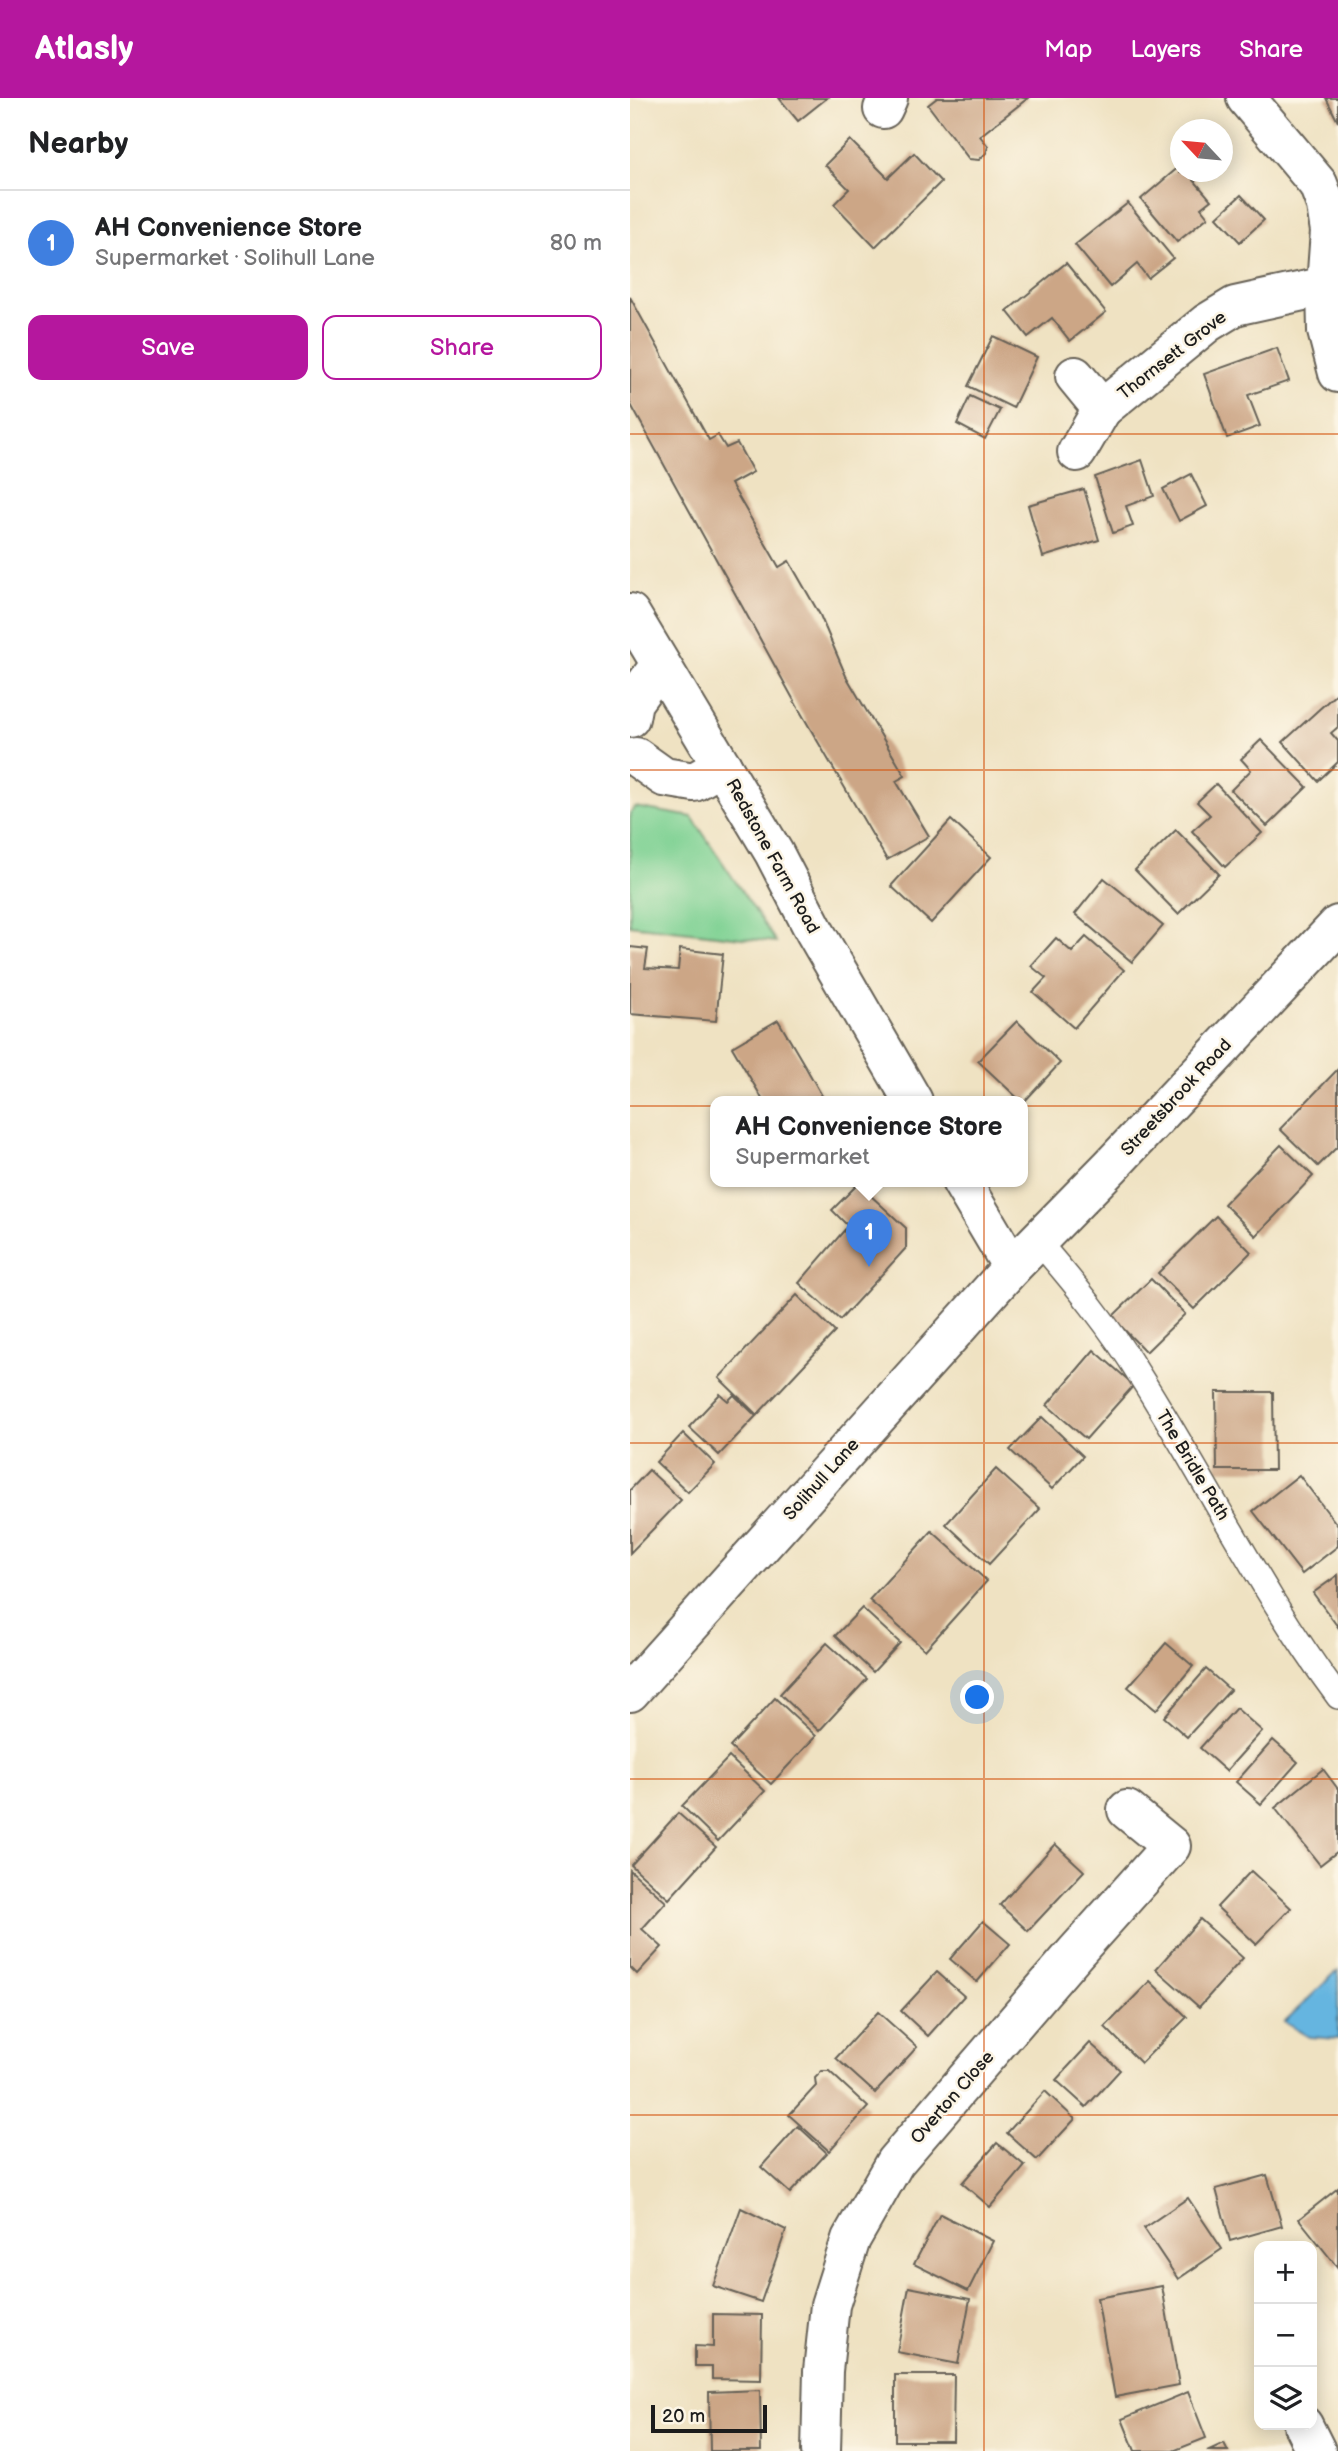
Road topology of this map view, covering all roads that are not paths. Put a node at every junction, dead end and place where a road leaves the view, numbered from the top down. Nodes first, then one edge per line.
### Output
1 (1252, 100) edge
2 (1326, 286) junction
3 (1338, 373) edge
4 (1075, 376) dead end
5 (1102, 409) junction
6 (1077, 452) dead end
7 (630, 613) edge
8 (660, 665) junction
9 (630, 719) edge
10 (632, 750) edge
11 (722, 766) junction
12 (1338, 925) edge
13 (910, 1096) edge
14 (966, 1187) edge
15 (1025, 1253) junction
16 (630, 1692) edge
17 (1338, 1697) edge
18 (1127, 1810) dead end
19 (1306, 2430) edge
20 (821, 2451) edge
21 (1316, 2451) edge

1 - 2 street
2 - 3 street
2 - 5 street, Thornsett Grove
4 - 5 street, Thornsett Grove
5 - 6 street, Thornsett Grove
7 - 8 street, Redstone Farm Road
8 - 9 street
8 - 11 street, Redstone Farm Road
10 - 11 street
11 - 13 street, Redstone Farm Road
12 - 15 street, Streetsbrook Road
14 - 15 street
15 - 16 street, Solihull Lane
15 - 17 lane, The Bridle Path
18 - 20 street, Overton Close
19 - 21 street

--------------------------------

> DIRECTIONS FOR THIS TASK
All entries are to be duplicated exactly, with the pictures left out.

> RESPONSE TO THE TASK
Road topology of this map view, covering all roads that are not paths. Put a node at every junction, dead end and place where a road leaves the view, numbered from the top down. Nodes first, then one edge per line.
### Output
1 (1252, 100) edge
2 (1326, 286) junction
3 (1338, 373) edge
4 (1075, 376) dead end
5 (1102, 409) junction
6 (1077, 452) dead end
7 (630, 613) edge
8 (660, 665) junction
9 (630, 719) edge
10 (632, 750) edge
11 (722, 766) junction
12 (1338, 925) edge
13 (910, 1096) edge
14 (966, 1187) edge
15 (1025, 1253) junction
16 (630, 1692) edge
17 (1338, 1697) edge
18 (1127, 1810) dead end
19 (1306, 2430) edge
20 (821, 2451) edge
21 (1316, 2451) edge

1 - 2 street
2 - 3 street
2 - 5 street, Thornsett Grove
4 - 5 street, Thornsett Grove
5 - 6 street, Thornsett Grove
7 - 8 street, Redstone Farm Road
8 - 9 street
8 - 11 street, Redstone Farm Road
10 - 11 street
11 - 13 street, Redstone Farm Road
12 - 15 street, Streetsbrook Road
14 - 15 street
15 - 16 street, Solihull Lane
15 - 17 lane, The Bridle Path
18 - 20 street, Overton Close
19 - 21 street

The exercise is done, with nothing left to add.